▶ _DESCRIPTION OF THE TASK_
Word for word, repeat each record that follows.

§ §

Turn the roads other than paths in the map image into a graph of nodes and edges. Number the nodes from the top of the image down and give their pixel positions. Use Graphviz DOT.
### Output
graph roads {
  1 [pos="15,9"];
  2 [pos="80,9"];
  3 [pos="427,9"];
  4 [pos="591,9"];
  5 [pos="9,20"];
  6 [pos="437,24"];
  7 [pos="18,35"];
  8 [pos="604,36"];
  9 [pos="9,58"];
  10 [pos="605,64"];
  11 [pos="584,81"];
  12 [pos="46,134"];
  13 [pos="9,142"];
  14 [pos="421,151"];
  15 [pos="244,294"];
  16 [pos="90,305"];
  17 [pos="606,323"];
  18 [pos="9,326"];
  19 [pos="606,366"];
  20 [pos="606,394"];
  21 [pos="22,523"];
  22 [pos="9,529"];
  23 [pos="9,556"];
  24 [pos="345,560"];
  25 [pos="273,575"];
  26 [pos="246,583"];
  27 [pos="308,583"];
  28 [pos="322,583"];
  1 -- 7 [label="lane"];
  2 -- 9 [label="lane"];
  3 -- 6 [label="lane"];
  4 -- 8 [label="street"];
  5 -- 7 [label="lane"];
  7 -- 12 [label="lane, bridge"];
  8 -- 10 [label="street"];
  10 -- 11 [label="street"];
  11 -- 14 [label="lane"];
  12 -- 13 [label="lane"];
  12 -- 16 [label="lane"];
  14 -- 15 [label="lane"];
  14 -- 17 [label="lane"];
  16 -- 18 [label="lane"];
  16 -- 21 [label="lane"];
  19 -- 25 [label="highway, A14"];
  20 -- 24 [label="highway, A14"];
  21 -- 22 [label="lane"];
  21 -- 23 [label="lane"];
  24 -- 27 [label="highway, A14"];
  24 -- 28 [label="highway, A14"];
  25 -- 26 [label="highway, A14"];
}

§ §

▶ _ANSWER SPACE_
Turn the roads other than paths in the map image into a graph of nodes and edges. Number the nodes from the top of the image down and give their pixel positions. Use Graphviz DOT.
### Output
graph roads {
  1 [pos="15,9"];
  2 [pos="80,9"];
  3 [pos="427,9"];
  4 [pos="591,9"];
  5 [pos="9,20"];
  6 [pos="437,24"];
  7 [pos="18,35"];
  8 [pos="604,36"];
  9 [pos="9,58"];
  10 [pos="605,64"];
  11 [pos="584,81"];
  12 [pos="46,134"];
  13 [pos="9,142"];
  14 [pos="421,151"];
  15 [pos="244,294"];
  16 [pos="90,305"];
  17 [pos="606,323"];
  18 [pos="9,326"];
  19 [pos="606,366"];
  20 [pos="606,394"];
  21 [pos="22,523"];
  22 [pos="9,529"];
  23 [pos="9,556"];
  24 [pos="345,560"];
  25 [pos="273,575"];
  26 [pos="246,583"];
  27 [pos="308,583"];
  28 [pos="322,583"];
  1 -- 7 [label="lane"];
  2 -- 9 [label="lane"];
  3 -- 6 [label="lane"];
  4 -- 8 [label="street"];
  5 -- 7 [label="lane"];
  7 -- 12 [label="lane, bridge"];
  8 -- 10 [label="street"];
  10 -- 11 [label="street"];
  11 -- 14 [label="lane"];
  12 -- 13 [label="lane"];
  12 -- 16 [label="lane"];
  14 -- 15 [label="lane"];
  14 -- 17 [label="lane"];
  16 -- 18 [label="lane"];
  16 -- 21 [label="lane"];
  19 -- 25 [label="highway, A14"];
  20 -- 24 [label="highway, A14"];
  21 -- 22 [label="lane"];
  21 -- 23 [label="lane"];
  24 -- 27 [label="highway, A14"];
  24 -- 28 [label="highway, A14"];
  25 -- 26 [label="highway, A14"];
}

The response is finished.